> **Entries shown**
'''
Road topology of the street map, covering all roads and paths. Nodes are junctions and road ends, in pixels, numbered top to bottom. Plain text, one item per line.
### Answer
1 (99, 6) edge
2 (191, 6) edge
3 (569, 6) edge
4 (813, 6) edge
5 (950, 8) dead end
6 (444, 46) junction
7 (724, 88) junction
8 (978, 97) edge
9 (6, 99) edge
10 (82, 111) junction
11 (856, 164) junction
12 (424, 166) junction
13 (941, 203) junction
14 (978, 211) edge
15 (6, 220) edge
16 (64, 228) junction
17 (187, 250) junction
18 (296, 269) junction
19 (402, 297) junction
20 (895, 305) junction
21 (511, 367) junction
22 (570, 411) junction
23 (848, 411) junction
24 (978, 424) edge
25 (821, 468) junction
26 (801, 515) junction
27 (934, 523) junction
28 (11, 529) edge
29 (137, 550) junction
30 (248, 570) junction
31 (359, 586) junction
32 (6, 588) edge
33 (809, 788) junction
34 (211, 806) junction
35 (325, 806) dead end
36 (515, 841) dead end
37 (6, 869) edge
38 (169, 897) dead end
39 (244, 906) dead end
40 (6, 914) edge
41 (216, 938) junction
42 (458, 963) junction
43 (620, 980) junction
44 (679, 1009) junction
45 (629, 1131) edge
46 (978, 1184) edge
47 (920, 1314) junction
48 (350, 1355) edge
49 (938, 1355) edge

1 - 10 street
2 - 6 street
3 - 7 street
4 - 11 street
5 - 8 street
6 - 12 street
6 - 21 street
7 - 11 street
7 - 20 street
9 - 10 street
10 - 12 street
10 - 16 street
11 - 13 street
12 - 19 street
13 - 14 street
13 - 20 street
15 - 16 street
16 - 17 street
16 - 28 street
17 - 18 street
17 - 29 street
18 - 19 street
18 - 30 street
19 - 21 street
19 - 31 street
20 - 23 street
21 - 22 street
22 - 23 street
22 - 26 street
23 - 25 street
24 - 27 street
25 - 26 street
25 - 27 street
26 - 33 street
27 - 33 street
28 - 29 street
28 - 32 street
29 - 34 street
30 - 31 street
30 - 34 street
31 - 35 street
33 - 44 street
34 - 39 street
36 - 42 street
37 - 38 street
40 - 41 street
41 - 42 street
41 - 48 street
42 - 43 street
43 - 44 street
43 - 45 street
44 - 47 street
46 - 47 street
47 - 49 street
'''
> **Assigned task**
Each line above needs to be repeated exactly, with nothing omitted.

> **Answer**
Road topology of the street map, covering all roads and paths. Nodes are junctions and road ends, in pixels, numbered top to bottom. Plain text, one item per line.
### Answer
1 (99, 6) edge
2 (191, 6) edge
3 (569, 6) edge
4 (813, 6) edge
5 (950, 8) dead end
6 (444, 46) junction
7 (724, 88) junction
8 (978, 97) edge
9 (6, 99) edge
10 (82, 111) junction
11 (856, 164) junction
12 (424, 166) junction
13 (941, 203) junction
14 (978, 211) edge
15 (6, 220) edge
16 (64, 228) junction
17 (187, 250) junction
18 (296, 269) junction
19 (402, 297) junction
20 (895, 305) junction
21 (511, 367) junction
22 (570, 411) junction
23 (848, 411) junction
24 (978, 424) edge
25 (821, 468) junction
26 (801, 515) junction
27 (934, 523) junction
28 (11, 529) edge
29 (137, 550) junction
30 (248, 570) junction
31 (359, 586) junction
32 (6, 588) edge
33 (809, 788) junction
34 (211, 806) junction
35 (325, 806) dead end
36 (515, 841) dead end
37 (6, 869) edge
38 (169, 897) dead end
39 (244, 906) dead end
40 (6, 914) edge
41 (216, 938) junction
42 (458, 963) junction
43 (620, 980) junction
44 (679, 1009) junction
45 (629, 1131) edge
46 (978, 1184) edge
47 (920, 1314) junction
48 (350, 1355) edge
49 (938, 1355) edge

1 - 10 street
2 - 6 street
3 - 7 street
4 - 11 street
5 - 8 street
6 - 12 street
6 - 21 street
7 - 11 street
7 - 20 street
9 - 10 street
10 - 12 street
10 - 16 street
11 - 13 street
12 - 19 street
13 - 14 street
13 - 20 street
15 - 16 street
16 - 17 street
16 - 28 street
17 - 18 street
17 - 29 street
18 - 19 street
18 - 30 street
19 - 21 street
19 - 31 street
20 - 23 street
21 - 22 street
22 - 23 street
22 - 26 street
23 - 25 street
24 - 27 street
25 - 26 street
25 - 27 street
26 - 33 street
27 - 33 street
28 - 29 street
28 - 32 street
29 - 34 street
30 - 31 street
30 - 34 street
31 - 35 street
33 - 44 street
34 - 39 street
36 - 42 street
37 - 38 street
40 - 41 street
41 - 42 street
41 - 48 street
42 - 43 street
43 - 44 street
43 - 45 street
44 - 47 street
46 - 47 street
47 - 49 street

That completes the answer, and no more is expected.